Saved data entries

——————————

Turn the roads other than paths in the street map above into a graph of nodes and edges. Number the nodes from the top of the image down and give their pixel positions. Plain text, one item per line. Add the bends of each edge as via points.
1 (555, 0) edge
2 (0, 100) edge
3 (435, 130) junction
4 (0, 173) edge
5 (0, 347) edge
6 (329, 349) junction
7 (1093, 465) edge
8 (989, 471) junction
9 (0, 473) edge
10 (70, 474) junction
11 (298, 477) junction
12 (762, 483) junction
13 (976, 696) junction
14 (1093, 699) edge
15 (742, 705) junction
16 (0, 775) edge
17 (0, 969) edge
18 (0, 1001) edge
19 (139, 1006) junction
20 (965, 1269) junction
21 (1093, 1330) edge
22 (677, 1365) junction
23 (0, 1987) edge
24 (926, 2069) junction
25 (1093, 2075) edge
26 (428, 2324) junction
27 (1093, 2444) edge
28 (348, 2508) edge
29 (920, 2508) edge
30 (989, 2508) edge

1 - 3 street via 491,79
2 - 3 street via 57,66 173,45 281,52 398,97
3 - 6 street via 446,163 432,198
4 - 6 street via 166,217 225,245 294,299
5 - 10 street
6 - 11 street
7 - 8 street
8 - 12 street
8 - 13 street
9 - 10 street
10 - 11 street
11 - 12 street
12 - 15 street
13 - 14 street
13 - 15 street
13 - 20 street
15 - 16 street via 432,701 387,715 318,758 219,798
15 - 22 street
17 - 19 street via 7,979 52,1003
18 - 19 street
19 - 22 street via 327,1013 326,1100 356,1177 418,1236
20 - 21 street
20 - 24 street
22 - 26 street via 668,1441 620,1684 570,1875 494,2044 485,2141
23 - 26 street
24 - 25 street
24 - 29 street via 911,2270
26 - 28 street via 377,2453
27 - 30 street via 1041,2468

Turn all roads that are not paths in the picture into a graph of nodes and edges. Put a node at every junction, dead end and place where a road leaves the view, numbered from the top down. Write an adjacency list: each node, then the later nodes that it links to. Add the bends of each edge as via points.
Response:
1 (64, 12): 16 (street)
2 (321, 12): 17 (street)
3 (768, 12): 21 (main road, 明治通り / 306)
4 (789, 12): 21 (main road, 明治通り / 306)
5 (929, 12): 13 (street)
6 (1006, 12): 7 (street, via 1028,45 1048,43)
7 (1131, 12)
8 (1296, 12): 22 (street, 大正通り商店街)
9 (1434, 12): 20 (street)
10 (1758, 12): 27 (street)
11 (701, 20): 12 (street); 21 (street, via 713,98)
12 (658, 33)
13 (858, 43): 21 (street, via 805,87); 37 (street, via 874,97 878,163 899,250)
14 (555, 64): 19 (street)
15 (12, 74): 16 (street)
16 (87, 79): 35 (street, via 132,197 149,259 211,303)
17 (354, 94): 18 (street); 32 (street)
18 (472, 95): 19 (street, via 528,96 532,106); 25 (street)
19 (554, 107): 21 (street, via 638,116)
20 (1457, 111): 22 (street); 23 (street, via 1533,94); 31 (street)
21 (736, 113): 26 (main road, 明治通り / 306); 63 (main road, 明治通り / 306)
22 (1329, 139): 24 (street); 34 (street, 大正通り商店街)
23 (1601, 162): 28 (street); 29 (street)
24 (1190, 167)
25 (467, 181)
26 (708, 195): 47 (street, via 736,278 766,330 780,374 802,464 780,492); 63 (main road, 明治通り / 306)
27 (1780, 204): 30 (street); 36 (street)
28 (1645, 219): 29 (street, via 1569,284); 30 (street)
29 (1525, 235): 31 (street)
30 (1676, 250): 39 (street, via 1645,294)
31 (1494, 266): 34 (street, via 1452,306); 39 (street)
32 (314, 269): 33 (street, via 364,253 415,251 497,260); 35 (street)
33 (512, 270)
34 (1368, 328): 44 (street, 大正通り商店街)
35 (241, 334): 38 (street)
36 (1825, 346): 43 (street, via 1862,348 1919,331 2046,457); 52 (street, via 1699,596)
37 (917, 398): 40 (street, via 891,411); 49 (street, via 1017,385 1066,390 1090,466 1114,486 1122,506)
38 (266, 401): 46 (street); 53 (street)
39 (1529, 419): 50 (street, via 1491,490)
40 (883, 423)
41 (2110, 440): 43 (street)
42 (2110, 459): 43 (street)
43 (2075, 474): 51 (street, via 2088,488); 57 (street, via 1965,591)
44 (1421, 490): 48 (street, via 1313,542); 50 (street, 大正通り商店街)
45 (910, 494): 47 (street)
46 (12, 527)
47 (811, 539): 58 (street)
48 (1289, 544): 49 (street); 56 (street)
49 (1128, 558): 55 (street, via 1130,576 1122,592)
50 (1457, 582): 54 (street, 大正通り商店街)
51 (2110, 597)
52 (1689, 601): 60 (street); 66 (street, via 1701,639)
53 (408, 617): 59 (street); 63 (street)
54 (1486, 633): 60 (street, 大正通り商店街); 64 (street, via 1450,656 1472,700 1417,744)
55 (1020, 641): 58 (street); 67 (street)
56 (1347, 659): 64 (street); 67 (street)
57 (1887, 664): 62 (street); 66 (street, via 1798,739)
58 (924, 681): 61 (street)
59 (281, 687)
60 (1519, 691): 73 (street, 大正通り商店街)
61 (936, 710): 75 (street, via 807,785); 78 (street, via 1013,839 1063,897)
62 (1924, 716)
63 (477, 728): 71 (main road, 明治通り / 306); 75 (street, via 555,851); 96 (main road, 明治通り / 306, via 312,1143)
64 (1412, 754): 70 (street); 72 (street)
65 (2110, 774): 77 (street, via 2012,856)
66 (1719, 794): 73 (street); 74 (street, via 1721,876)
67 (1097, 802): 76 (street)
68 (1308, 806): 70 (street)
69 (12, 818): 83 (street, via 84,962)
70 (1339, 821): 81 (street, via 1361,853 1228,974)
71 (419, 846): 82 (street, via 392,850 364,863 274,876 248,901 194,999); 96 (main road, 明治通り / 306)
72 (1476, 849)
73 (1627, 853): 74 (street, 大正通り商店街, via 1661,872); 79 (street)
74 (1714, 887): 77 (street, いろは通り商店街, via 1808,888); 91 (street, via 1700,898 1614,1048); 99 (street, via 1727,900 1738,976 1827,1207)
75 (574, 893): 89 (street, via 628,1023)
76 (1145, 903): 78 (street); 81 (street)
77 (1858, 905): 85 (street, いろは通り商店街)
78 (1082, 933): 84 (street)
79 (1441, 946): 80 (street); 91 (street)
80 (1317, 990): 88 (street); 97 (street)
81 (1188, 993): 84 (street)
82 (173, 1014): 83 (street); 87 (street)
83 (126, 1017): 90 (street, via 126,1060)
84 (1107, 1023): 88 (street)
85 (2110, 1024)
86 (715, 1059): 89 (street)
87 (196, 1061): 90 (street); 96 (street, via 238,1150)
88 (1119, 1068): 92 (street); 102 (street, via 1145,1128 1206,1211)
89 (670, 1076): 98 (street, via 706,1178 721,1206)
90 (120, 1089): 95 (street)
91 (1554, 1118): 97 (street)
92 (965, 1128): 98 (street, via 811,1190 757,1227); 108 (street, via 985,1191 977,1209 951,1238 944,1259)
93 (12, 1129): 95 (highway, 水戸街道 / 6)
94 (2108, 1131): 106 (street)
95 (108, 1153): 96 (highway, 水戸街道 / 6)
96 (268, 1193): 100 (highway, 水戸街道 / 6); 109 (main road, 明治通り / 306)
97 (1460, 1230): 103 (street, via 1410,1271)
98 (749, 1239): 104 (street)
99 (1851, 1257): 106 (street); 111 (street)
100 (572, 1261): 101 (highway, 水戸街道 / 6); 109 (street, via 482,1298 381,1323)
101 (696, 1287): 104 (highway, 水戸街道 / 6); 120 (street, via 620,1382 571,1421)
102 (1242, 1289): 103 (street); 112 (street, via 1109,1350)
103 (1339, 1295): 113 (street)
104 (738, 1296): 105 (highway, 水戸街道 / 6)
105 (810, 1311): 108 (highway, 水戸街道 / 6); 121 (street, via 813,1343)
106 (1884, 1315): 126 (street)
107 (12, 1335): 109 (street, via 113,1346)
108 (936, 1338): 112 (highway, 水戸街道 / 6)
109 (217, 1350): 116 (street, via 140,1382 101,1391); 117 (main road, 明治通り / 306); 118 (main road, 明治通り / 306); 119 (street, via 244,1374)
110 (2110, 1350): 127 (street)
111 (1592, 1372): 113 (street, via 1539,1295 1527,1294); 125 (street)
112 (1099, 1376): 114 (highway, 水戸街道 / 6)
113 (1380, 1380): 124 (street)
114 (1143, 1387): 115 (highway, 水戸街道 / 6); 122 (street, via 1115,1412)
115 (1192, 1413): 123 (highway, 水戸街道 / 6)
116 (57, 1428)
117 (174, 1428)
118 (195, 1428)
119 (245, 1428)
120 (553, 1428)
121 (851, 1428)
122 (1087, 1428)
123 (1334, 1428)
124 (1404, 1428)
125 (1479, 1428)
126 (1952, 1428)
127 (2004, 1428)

——————————

The lines above that hold "main" are the result; show every one of them.

▶ **Response for this exercise**:
3 (768, 12): 21 (main road, 明治通り / 306)
4 (789, 12): 21 (main road, 明治通り / 306)
21 (736, 113): 26 (main road, 明治通り / 306); 63 (main road, 明治通り / 306)
26 (708, 195): 47 (street, via 736,278 766,330 780,374 802,464 780,492); 63 (main road, 明治通り / 306)
63 (477, 728): 71 (main road, 明治通り / 306); 75 (street, via 555,851); 96 (main road, 明治通り / 306, via 312,1143)
71 (419, 846): 82 (street, via 392,850 364,863 274,876 248,901 194,999); 96 (main road, 明治通り / 306)
96 (268, 1193): 100 (highway, 水戸街道 / 6); 109 (main road, 明治通り / 306)
109 (217, 1350): 116 (street, via 140,1382 101,1391); 117 (main road, 明治通り / 306); 118 (main road, 明治通り / 306); 119 (street, via 244,1374)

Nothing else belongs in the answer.